The data prediction device 20 of this embodiment is illustrated in FIG. The data collection unit 21 collects data from each of a large number of sensors S ₁ , S ₂ , S ₃ , ..., And transmits the same data to the prediction unit 22 and the learning section selection unit 23. Data collection unit 21, as the data to be transmitted to the prediction unit 22 and the learning section selecting unit 23, a number of sensors _{_{S 1, S 2, S 3}} , ... a plurality of data collected from, and the first regression coefficient calculation described later There is selection data selected from a plurality of data collected based on the selection information received from the unit 25.

The learning section selection unit 23 selects the data section in which the event to be predicted appears is predicted based on the rule, and selects the data to be learned in the first regression coefficient calculation unit 25 and the second regression coefficient calculation unit 24. Send to. That is, the learning section selection unit 23 removes unnecessary data and data with little change existing in the section in which the event to be predicted does not appear.

The first regression coefficient calculation unit 25 uses the first calculation method of obtaining the regression coefficient of the approximate solution by L1 regularization to a plurality of data transmitted from the data collection unit 21 and selected by the learning section selection unit 23. The regression coefficient is calculated based on the calculation, the regression coefficient whose absolute value is equal to or larger than the threshold value is selected from the calculated regression coefficients, and the information indicating the selected regression coefficient is transmitted to each of the data collection unit 21 and the second regression coefficient calculation unit 24. Send.

The data collection unit 21 selects data corresponding to a regression coefficient whose absolute value is equal to or greater than a threshold value from a plurality of collected data based on the information received from the first regression coefficient calculation unit 25, and uses the selected data as selection data. It is transmitted to each of the prediction unit 22, the learning section selection unit 23, and the error monitoring unit 26. The information transmitted from the first regression coefficient calculation unit 25 to the data collection unit 21 is used for selecting data in the data collection unit 21, and is therefore referred to as selection information below.

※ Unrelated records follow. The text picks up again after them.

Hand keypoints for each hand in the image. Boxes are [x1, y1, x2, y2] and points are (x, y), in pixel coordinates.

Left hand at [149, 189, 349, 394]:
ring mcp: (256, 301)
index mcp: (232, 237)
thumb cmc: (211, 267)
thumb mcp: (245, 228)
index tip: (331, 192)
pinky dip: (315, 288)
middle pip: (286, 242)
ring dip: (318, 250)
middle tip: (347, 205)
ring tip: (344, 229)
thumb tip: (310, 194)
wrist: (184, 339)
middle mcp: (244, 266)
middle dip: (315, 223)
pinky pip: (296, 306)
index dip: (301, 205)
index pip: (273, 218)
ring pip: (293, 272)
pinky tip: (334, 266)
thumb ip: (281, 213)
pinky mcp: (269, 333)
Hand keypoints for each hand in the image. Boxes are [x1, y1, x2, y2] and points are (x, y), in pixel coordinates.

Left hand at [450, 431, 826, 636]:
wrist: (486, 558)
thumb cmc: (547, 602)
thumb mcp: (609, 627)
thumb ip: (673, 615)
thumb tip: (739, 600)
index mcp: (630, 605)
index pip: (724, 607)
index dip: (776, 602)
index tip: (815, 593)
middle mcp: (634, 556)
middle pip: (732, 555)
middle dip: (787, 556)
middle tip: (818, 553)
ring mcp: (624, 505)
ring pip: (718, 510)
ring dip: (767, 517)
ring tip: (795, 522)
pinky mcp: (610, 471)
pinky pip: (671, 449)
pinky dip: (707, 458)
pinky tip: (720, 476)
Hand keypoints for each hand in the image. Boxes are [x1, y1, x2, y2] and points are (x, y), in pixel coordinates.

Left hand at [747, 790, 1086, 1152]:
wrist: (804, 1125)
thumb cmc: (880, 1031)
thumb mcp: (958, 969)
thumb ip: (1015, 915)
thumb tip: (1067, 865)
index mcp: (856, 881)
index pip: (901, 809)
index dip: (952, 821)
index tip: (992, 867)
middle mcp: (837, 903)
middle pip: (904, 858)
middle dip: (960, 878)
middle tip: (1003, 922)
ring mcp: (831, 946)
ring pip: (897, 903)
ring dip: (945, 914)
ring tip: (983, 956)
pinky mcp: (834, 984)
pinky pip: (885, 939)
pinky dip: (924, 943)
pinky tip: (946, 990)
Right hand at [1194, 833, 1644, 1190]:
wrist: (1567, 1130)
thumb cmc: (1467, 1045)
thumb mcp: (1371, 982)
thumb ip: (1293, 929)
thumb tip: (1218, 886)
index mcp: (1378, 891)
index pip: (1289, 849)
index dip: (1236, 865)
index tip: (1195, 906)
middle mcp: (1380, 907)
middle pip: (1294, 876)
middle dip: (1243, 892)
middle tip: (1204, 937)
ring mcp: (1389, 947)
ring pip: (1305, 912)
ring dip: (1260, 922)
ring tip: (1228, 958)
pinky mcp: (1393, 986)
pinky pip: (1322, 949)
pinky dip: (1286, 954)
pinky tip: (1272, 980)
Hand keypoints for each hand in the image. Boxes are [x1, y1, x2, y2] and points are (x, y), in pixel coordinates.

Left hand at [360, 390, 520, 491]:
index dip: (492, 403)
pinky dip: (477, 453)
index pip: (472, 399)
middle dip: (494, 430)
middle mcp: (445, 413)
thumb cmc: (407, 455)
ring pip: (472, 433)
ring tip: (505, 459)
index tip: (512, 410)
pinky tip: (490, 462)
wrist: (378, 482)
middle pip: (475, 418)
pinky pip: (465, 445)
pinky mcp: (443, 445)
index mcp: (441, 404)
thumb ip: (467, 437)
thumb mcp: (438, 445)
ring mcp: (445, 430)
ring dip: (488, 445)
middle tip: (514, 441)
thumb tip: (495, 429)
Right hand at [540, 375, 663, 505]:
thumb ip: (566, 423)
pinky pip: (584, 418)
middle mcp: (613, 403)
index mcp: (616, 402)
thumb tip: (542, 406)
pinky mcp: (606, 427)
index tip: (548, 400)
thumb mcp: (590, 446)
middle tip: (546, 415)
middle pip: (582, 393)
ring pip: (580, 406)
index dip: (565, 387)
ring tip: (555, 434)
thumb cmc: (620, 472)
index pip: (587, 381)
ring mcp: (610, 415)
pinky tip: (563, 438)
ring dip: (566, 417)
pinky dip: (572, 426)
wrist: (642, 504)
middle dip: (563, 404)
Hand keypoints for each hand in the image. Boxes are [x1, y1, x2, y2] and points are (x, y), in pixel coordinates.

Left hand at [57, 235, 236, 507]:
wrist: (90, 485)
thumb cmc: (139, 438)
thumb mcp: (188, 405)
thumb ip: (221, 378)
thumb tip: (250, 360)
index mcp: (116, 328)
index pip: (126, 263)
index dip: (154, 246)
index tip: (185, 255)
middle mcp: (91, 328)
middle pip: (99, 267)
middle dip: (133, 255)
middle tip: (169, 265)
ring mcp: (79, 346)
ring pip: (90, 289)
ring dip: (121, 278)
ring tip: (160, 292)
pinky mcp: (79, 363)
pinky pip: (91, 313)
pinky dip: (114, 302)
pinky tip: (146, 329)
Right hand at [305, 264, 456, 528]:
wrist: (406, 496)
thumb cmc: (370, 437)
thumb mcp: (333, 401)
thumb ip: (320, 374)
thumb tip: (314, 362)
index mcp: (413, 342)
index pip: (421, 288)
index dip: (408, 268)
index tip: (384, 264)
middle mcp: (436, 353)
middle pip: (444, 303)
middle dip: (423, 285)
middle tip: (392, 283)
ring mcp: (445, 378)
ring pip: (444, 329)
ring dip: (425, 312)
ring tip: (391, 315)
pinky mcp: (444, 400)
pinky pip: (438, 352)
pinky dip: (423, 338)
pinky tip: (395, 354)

In the data collection unit 21, data corresponding to the regression coefficient whose absolute value is equal to or more than the threshold value is selected as selection data, and the data corresponding to the regression coefficient whose absolute value is less than the threshold value is deleted. Therefore, as the selection information to be transmitted to the data collection unit 21, the data collection unit 21 uses information indicating a regression coefficient whose absolute value is less than the threshold value instead of information indicating a regression coefficient whose absolute value is less than the threshold value. Selected data may be obtained by deleting the data corresponding to the regression coefficient whose absolute value is less than the threshold value.

The second regression coefficient calculation unit 24 uses the selection data transmitted from the data acquisition unit 21 and passed through the learning section selection unit 23, and uses L2 regularization or multiple regression instead of L1 regularization. Ask for.

The regression coefficient calculated by the second regression coefficient calculation unit 24 is transmitted to the prediction unit 22 in which prediction is performed by regression calculation using L2 regularization or multiple regression. The data collection unit 21 transmits the selection data to the prediction unit 22 and the learning section selection unit 23. That is, the data collection unit 21 collects data from each of all the sensors S ₁ , S ₂ , S ₃ , ..., But transmits the data selectively.

The prediction unit 22 outputs the prediction result predicted by the linear regression equation using the selection data received from the data collection unit 21 and the regression coefficient received from the second regression coefficient calculation unit 24.

That is, the prediction result is calculated from the data corresponding to the regression coefficient whose absolute value is less than the threshold, and the data corresponding to the regression coefficient whose absolute value is greater than or equal to the threshold and the data corresponding to the regression coefficient whose absolute value is greater than or equal to the threshold. The amount of data used in the learning process can be reduced, and the amount of calculation processing can be reduced.

The error monitoring unit 26 monitors an error that is the difference between the prediction result by the prediction unit 22 and the actually measured value that is the data collected by the data collection unit 21, and the error of the predetermined value or more is the predetermined number of times (allowable number of times) or more. When it occurs, a reselection instruction is transmitted to the data collection unit 21 and the first regression coefficient calculation unit 25. By this reselection instruction, the data collection unit 21 will transmit all the data, not the selected data, to the subsequent stage for a certain period until the reselection of the selected data is completed. Once again, data is selected by L1 regularization for all data. At this time, the selection data is reselected only when the error of the prediction result by L2 regularization or multiple regression is larger than the error of the prediction result by L1 regularization, and the error of the prediction result by L2 regularization or multiple regression is performed. However, if it is less than or equal to the error of the prediction result due to L1 regularization, reselection is not performed.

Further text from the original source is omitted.